I have a couple of favorite principles:
"Find a way to make it do what you want it to do while letting it do what it wants to do." (engineering)
"Make it easy to do the right thing and hard to do the wrong thing." (animal training)
>>It's kind of weird to me that most people /don't/ think this way.<<
It's weird to me too. This society was never a good fit for me and is getting rapidly worse. I wind up relying on my alien cultures training a lot. But I'm just tired of dealing with this shit. I'd rather stay home where, if I tell the birds to calm down and wait for me to finish filling the feeder, most of them understand me.
Re: Well ...
Date: 2024-11-05 01:47 pm (UTC)Alloparenting on my case but yeah. (Only works well if the communication abilities are high enough though.)
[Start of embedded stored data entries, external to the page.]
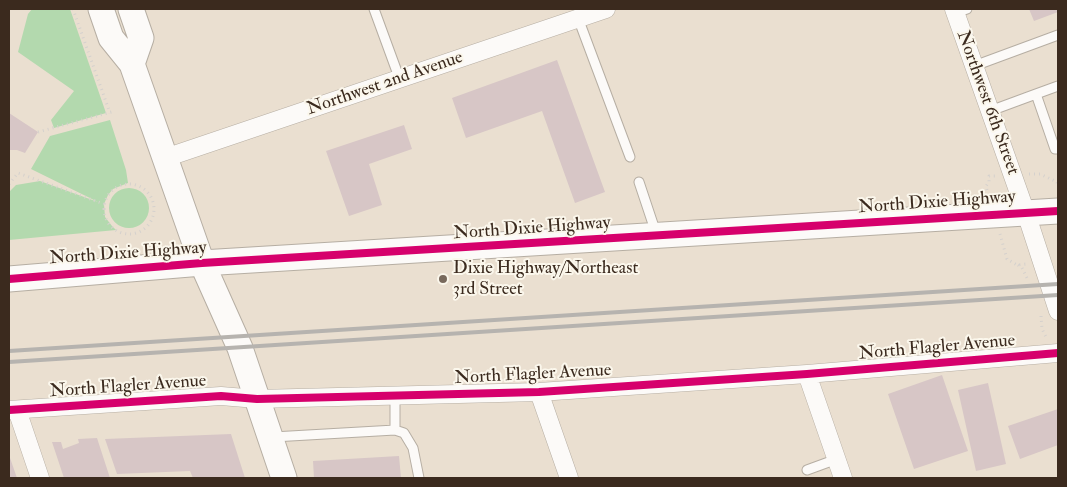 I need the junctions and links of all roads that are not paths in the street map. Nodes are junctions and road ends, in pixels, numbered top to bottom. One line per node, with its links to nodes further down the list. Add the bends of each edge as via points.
1 (101, 9): 8 (main road, via 111,38)
2 (131, 9): 8 (main road, via 141,38)
3 (374, 9): 10 (lane)
4 (606, 9): 6 (street, Northwest 2nd Avenue)
5 (959, 10): 9 (street, Northwest 6th Street)
6 (578, 18): 10 (street, Northwest 2nd Avenue); 15 (lane)
7 (1058, 35): 9 (lane)
8 (132, 64): 16 (main road)
9 (974, 66): 13 (street, Northwest 6th Street)
10 (400, 80): 16 (street, Northwest 2nd Avenue)
11 (1058, 86): 12 (lane)
12 (1036, 94): 13 (lane); 14 (lane, via 1055,149)
13 (990, 111): 19 (street, Northwest 6th Street)
14 (1058, 149)
15 (630, 157)
16 (165, 158): 21 (main road)
17 (639, 182): 20 (lane)
18 (1058, 211): 19 (main road, North Dixie Highway)
19 (1026, 213): 20 (main road, North Dixie Highway); 23 (street, Northwest 6th Street)
20 (657, 236): 21 (main road, North Dixie Highway)
21 (202, 264): 22 (main road, North Dixie Highway); 28 (main road, via 236,336)
22 (9, 279)
23 (1058, 312)
24 (1058, 353): 25 (street, North Flagler Avenue)
25 (807, 374): 26 (street, North Flagler Avenue); 32 (street)
26 (539, 392): 27 (street, North Flagler Avenue); 37 (street)
27 (396, 395): 28 (street, North Flagler Avenue); 30 (lane)
28 (257, 399): 29 (street, North Flagler Avenue, via 221,396); 31 (main road)
29 (13, 410): 34 (street)
30 (395, 430): 31 (lane); 36 (lane, via 404,434 413,448)
31 (270, 437): 35 (main road)
32 (837, 459): 33 (lane); 38 (street)
33 (806, 470)
34 (40, 478)
35 (284, 478)
36 (419, 478)
37 (569, 478)
38 (843, 478)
>>"Make it easy to do the right thing and hard to do the wrong thing." (animal training)<<
I did a winnowed-down choices thing just last week, but since the kids were big enough, I explained why the selection needed limiting, and why the things I'd removed weren't options.
>>It's weird to me too. This society was never a good fit for me and is getting rapidly worse.<<
Not sure how much is innate, acquired or actually taught, but even as a kid I was often very concerned about other people.
While I was mostly a good fit, I was introverted [or maybe shy?] and asynchronous enough that people didn't always know what to do with me.
At least there's more info on introvert socialization now that my niblings are sometimes displaying similar traits?